PROBLEM DETAILS → Where in the records does the word "Manzoni" appear? Copy each line that holds it.
..........
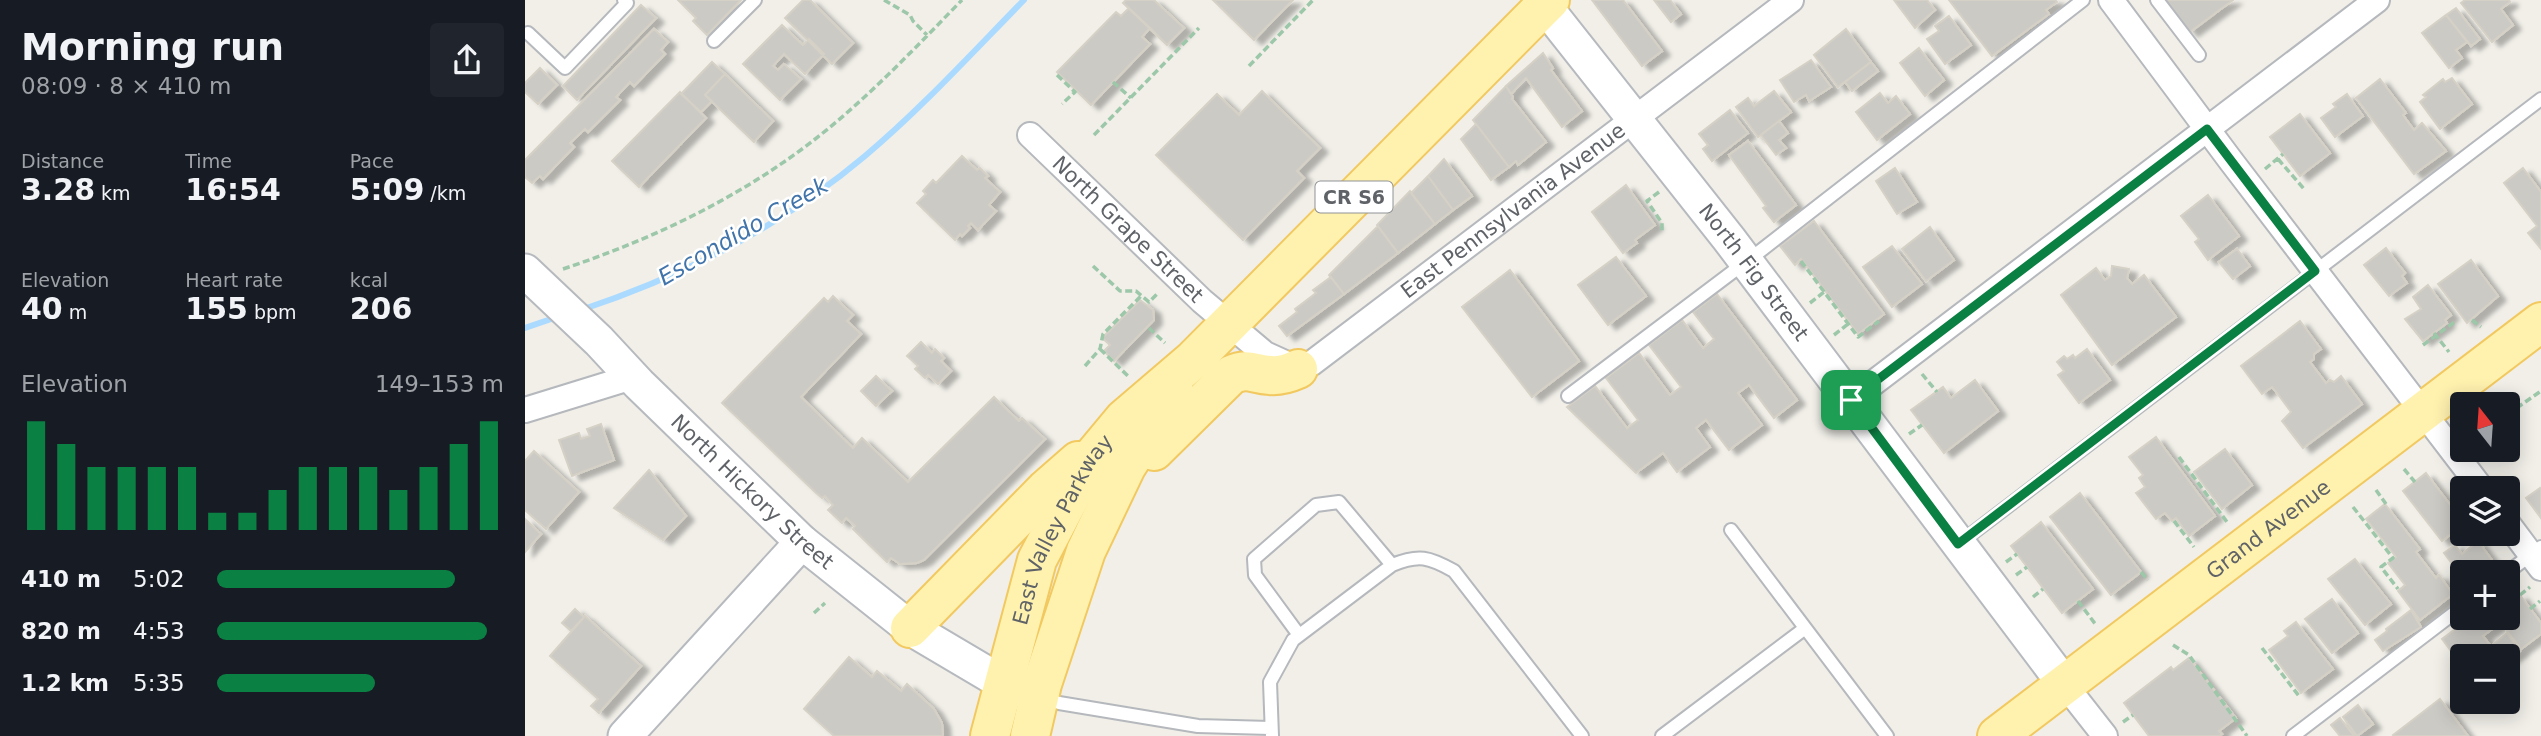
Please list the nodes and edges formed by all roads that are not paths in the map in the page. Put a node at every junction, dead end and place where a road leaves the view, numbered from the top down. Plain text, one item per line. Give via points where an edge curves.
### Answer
1 (624, 0) edge
2 (755, 0) edge
3 (1791, 0) edge
4 (2083, 0) edge
5 (2111, 0) edge
6 (2157, 0) edge
7 (2377, 0) edge
8 (1545, 2) edge
9 (528, 33) dead end
10 (714, 41) dead end
11 (2199, 55) dead end
12 (2541, 99) edge
13 (1635, 118) junction
14 (2207, 129) junction
15 (1030, 135) dead end
16 (1746, 262) junction
17 (2315, 271) junction
18 (532, 278) edge
19 (2541, 322) edge
20 (1230, 323) junction
21 (1179, 351) junction
22 (1298, 369) junction
23 (632, 376) junction
24 (1568, 397) dead end
25 (1851, 400) junction
26 (525, 410) edge
27 (2423, 412) junction
28 (1112, 433) junction
29 (2472, 476) edge
30 (1112, 496) junction
31 (1731, 530) dead end
32 (2520, 541) edge
33 (802, 542) junction
34 (1958, 544) junction
35 (2536, 564) edge
36 (1392, 565) junction
37 (2450, 616) edge
38 (910, 628) junction
39 (1804, 629) junction
40 (1299, 635) junction
41 (1003, 683) junction
42 (2065, 685) junction
43 (1033, 721) edge
44 (2113, 730) edge
45 (1271, 732) edge
46 (625, 736) edge
47 (990, 736) edge
48 (1583, 736) edge
49 (1662, 736) edge
50 (1887, 736) edge
51 (1997, 736) edge
52 (2293, 736) edge

1 - 9 lane via 627,3 565,68
2 - 10 lane
3 - 13 street, East Pennsylvania Avenue
4 - 16 lane
5 - 14 street
6 - 11 lane
7 - 14 street
8 - 13 street, North Fig Street
8 - 20 main road, East Valley Parkway / CR S6
12 - 17 lane
13 - 16 street, North Fig Street
13 - 22 street, East Pennsylvania Avenue via 1312,363
14 - 17 street
14 - 25 street
15 - 20 street, North Grape Street
16 - 24 lane
16 - 25 street, North Fig Street
17 - 27 street
17 - 34 lane
18 - 23 street, North Hickory Street
19 - 27 main road, Grand Avenue
20 - 21 main road, East Valley Parkway / CR S6
20 - 22 street via 1265,354
21 - 28 main road, East Valley Parkway / CR S6
21 - 30 main road, East Valley Parkway / CR S6
22 - 30 main road via 1269,375 1244,370 1231,375
23 - 26 street
23 - 33 street, North Hickory Street
25 - 34 street, North Fig Street
27 - 29 street
27 - 42 main road, Grand Avenue
28 - 38 main road via 1046,489
28 - 41 main road, East Valley Parkway / CR S6 via 1089,461 1037,559
30 - 43 main road, East Valley Parkway / CR S6 via 1077,574
31 - 39 lane
32 - 35 street
33 - 38 street, North Hickory Street
33 - 46 street
34 - 42 street, North Fig Street
36 - 40 lane
36 - 40 lane via 1339,502 1316,505 1254,559 1255,575
36 - 48 lane via 1429,558 1454,571
37 - 52 lane
38 - 41 street, North Hickory Street
39 - 49 lane
39 - 50 lane
40 - 45 lane via 1270,682
41 - 43 street, North Hickory Street
41 - 47 main road, East Valley Parkway / CR S6
42 - 44 street
42 - 51 main road, Grand Avenue
43 - 45 lane via 1059,703 1198,726

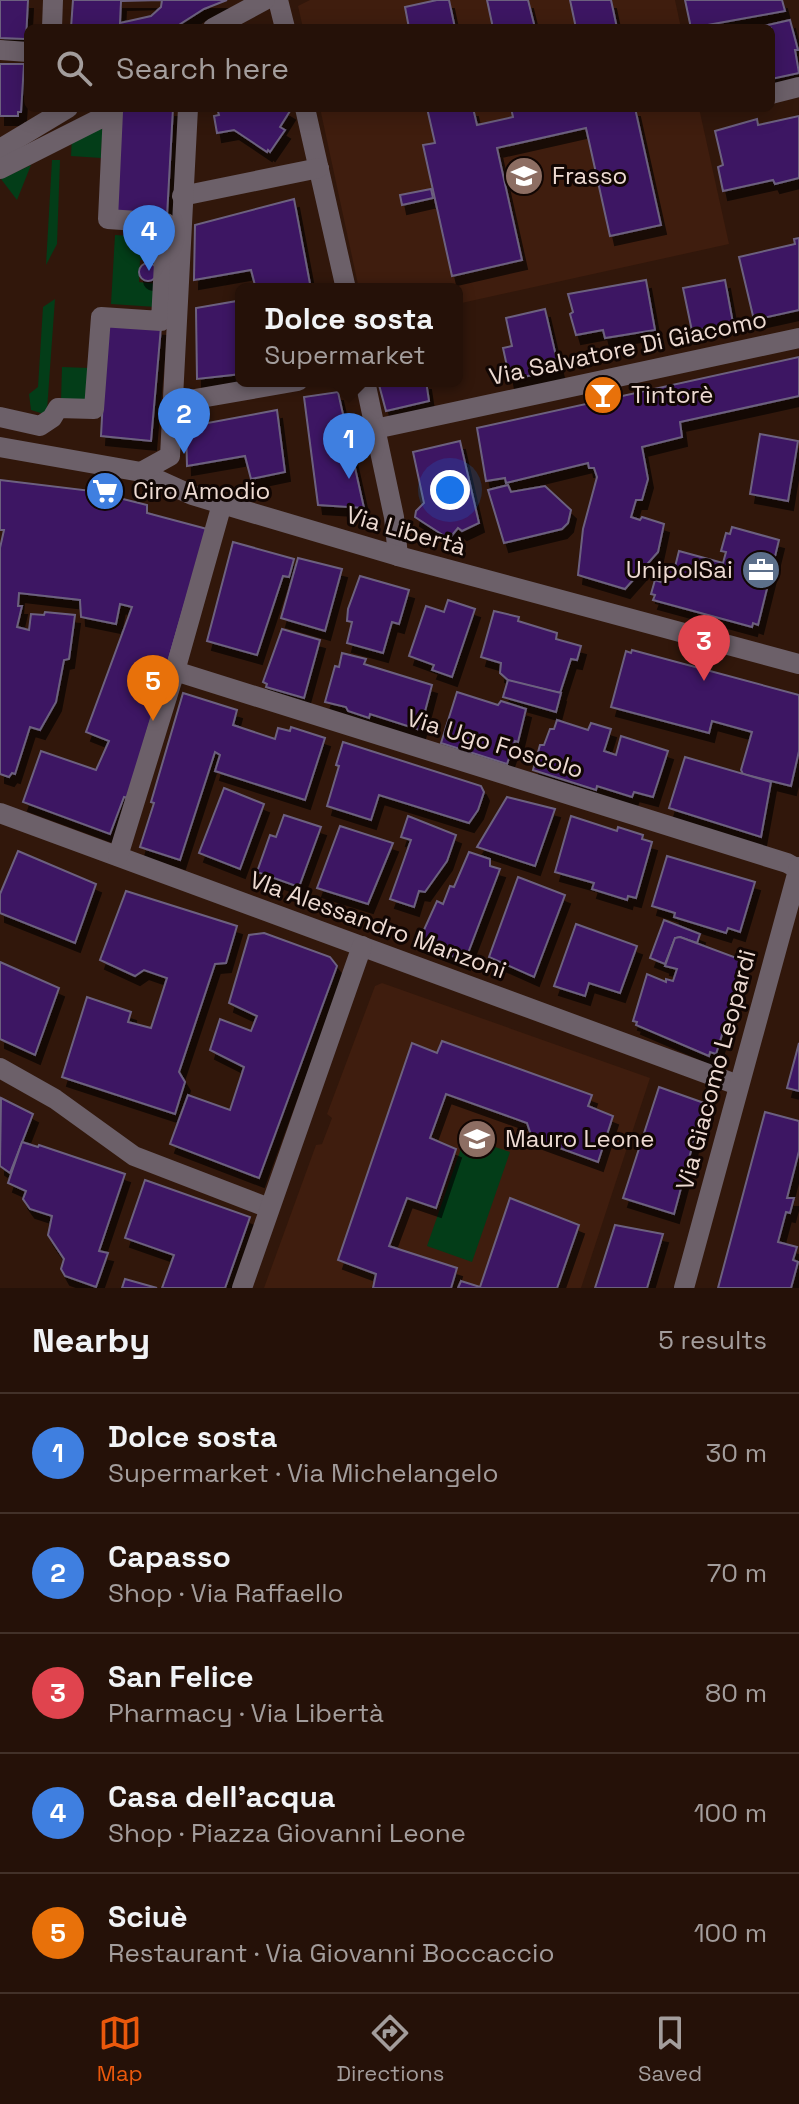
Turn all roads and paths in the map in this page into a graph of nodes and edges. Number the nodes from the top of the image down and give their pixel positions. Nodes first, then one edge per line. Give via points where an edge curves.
1 (53, 0) edge
2 (265, 0) edge
3 (278, 0) edge
4 (52, 24) edge
5 (220, 24) edge
6 (284, 24) edge
7 (0, 50) edge
8 (24, 52) edge
9 (799, 87) edge
10 (775, 93) edge
11 (61, 112) edge
12 (188, 112) edge
13 (306, 112) edge
14 (0, 149) edge
15 (319, 168) junction
16 (0, 169) edge
17 (182, 196) junction
18 (345, 283) edge
19 (799, 338) edge
20 (264, 387) edge
21 (366, 387) edge
22 (172, 403) junction
23 (0, 417) edge
24 (375, 429) junction
25 (0, 447) edge
26 (141, 472) junction
27 (222, 504) junction
28 (398, 556) junction
29 (799, 664) edge
30 (175, 671) junction
31 (0, 813) edge
32 (118, 856) junction
33 (799, 868) edge
34 (362, 946) junction
35 (0, 1068) edge
36 (738, 1085) junction
37 (269, 1208) junction
38 (242, 1288) edge
39 (684, 1288) edge

1 - 4 street
2 - 5 street
3 - 6 street
7 - 8 street
9 - 10 street
11 - 14 street
12 - 17 street
13 - 15 street
15 - 17 street
15 - 18 street
16 - 23 street via 113,112 108,219 166,223 161,321 101,317 94,409 58,408 40,426
17 - 22 street
19 - 24 street, Via Salvatore Di Giacomo
20 - 22 street
21 - 24 street
22 - 26 street via 170,456
24 - 28 street
25 - 26 street, Via Libertà
26 - 27 street, Via Libertà
27 - 28 street, Via Libertà
27 - 30 street
28 - 29 street, Via Libertà
30 - 32 street
30 - 33 street, Via Ugo Foscolo
31 - 32 street, VIa Alessandro Manzoni
32 - 34 street, VIa Alessandro Manzoni
33 - 36 street, Via Giacomo Leopardi
34 - 36 street, VIa Alessandro Manzoni
34 - 37 street
35 - 37 street via 55,1099 134,1156
36 - 39 street, Via Giacomo Leopardi
37 - 38 street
..........
ANSWER SPACE →
31 - 32 street, VIa Alessandro Manzoni
32 - 34 street, VIa Alessandro Manzoni
34 - 36 street, VIa Alessandro Manzoni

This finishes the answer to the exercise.